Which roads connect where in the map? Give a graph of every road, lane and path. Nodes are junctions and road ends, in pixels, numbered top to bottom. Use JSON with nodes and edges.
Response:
+++++
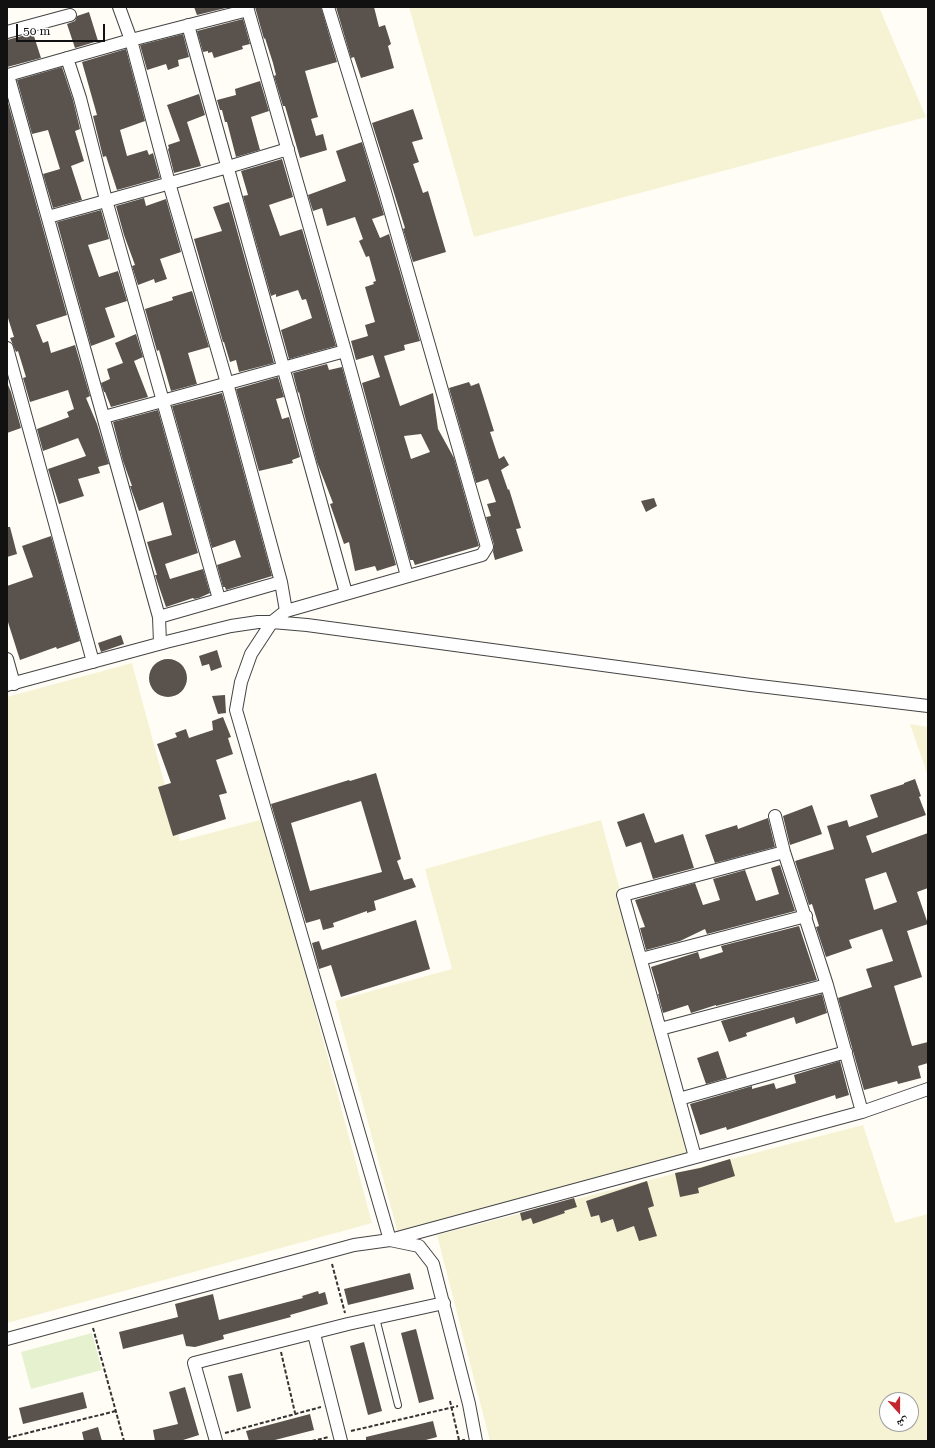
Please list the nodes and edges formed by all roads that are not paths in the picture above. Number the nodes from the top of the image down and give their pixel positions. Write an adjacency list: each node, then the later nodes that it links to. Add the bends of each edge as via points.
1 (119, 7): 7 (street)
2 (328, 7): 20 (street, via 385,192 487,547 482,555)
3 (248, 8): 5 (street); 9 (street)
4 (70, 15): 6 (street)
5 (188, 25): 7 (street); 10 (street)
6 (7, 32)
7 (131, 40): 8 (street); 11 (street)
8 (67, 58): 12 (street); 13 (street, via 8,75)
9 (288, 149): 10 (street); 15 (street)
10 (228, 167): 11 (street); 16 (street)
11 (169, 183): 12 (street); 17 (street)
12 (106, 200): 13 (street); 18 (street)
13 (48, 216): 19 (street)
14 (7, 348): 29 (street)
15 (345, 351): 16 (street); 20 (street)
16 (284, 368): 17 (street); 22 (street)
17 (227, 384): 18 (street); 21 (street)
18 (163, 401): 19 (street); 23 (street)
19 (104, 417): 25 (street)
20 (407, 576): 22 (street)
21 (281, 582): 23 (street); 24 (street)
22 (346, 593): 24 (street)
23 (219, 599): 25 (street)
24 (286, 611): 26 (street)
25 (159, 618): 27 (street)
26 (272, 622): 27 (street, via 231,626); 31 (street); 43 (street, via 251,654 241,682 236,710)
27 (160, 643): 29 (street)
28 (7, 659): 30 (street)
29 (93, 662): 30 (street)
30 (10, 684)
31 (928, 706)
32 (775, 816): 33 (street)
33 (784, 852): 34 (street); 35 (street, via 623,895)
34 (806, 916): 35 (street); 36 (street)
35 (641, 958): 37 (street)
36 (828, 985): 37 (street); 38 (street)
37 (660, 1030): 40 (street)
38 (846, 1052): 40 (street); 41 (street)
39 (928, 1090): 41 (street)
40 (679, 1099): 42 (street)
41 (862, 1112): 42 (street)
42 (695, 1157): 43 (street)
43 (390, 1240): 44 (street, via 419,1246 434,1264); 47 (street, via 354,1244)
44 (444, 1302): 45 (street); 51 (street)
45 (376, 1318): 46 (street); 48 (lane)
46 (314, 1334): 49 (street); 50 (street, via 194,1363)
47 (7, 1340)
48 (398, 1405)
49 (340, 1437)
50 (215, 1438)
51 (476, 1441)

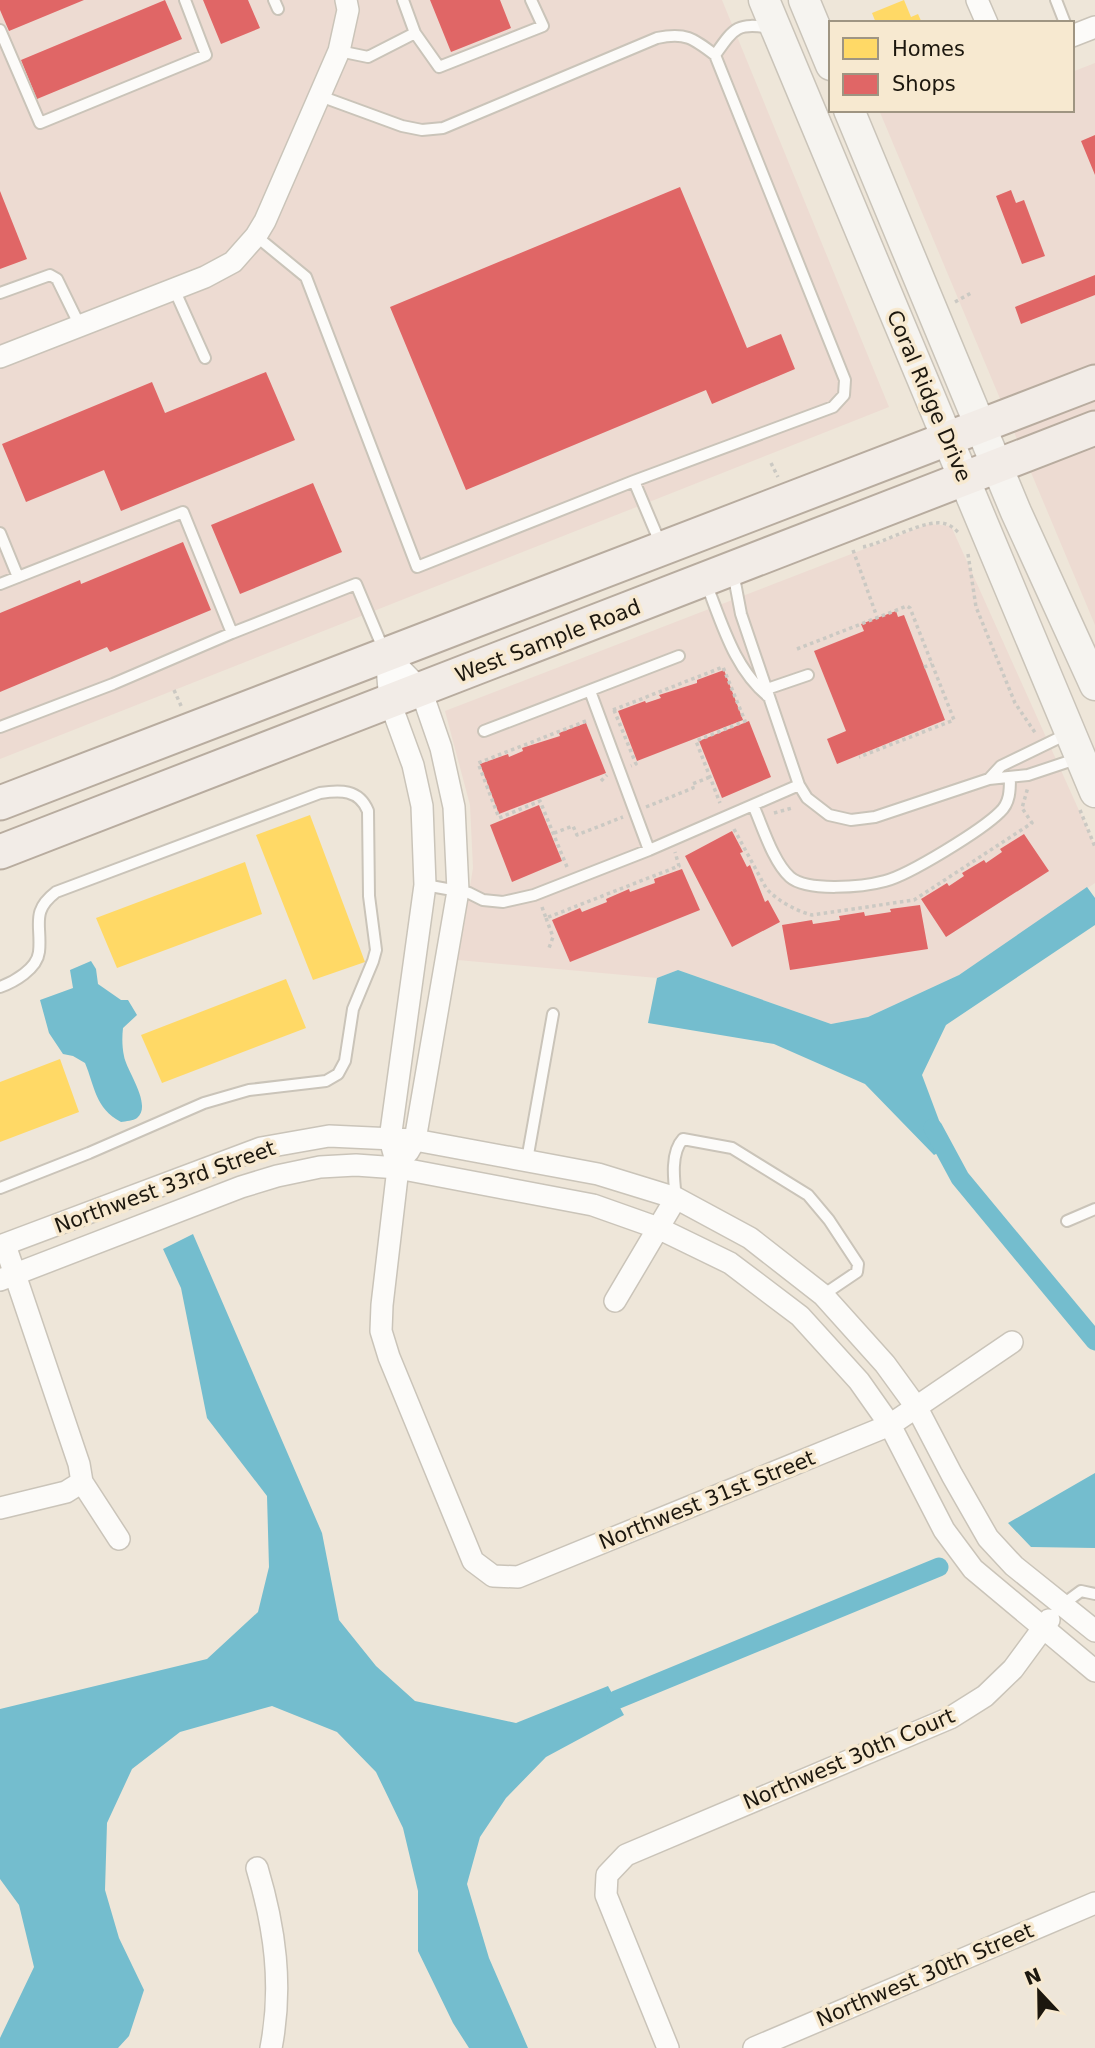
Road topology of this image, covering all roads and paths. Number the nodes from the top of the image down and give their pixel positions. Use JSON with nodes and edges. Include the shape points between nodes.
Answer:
+++++
> To do: The word "with" is the filter: copy every line of the listing above that contains it.

> Output for this task:
Which roads connect where in the map? Give a graph of every road, lane and path. Nodes are junctions and road ends, in pixels, numbered top to bottom. Use JSON with nodes and edges.
Road topology of this image, covering all roads and paths. Number the nodes from the top of the image down and give their pixel positions. Use JSON with nodes and edges. Include the shape points between nodes.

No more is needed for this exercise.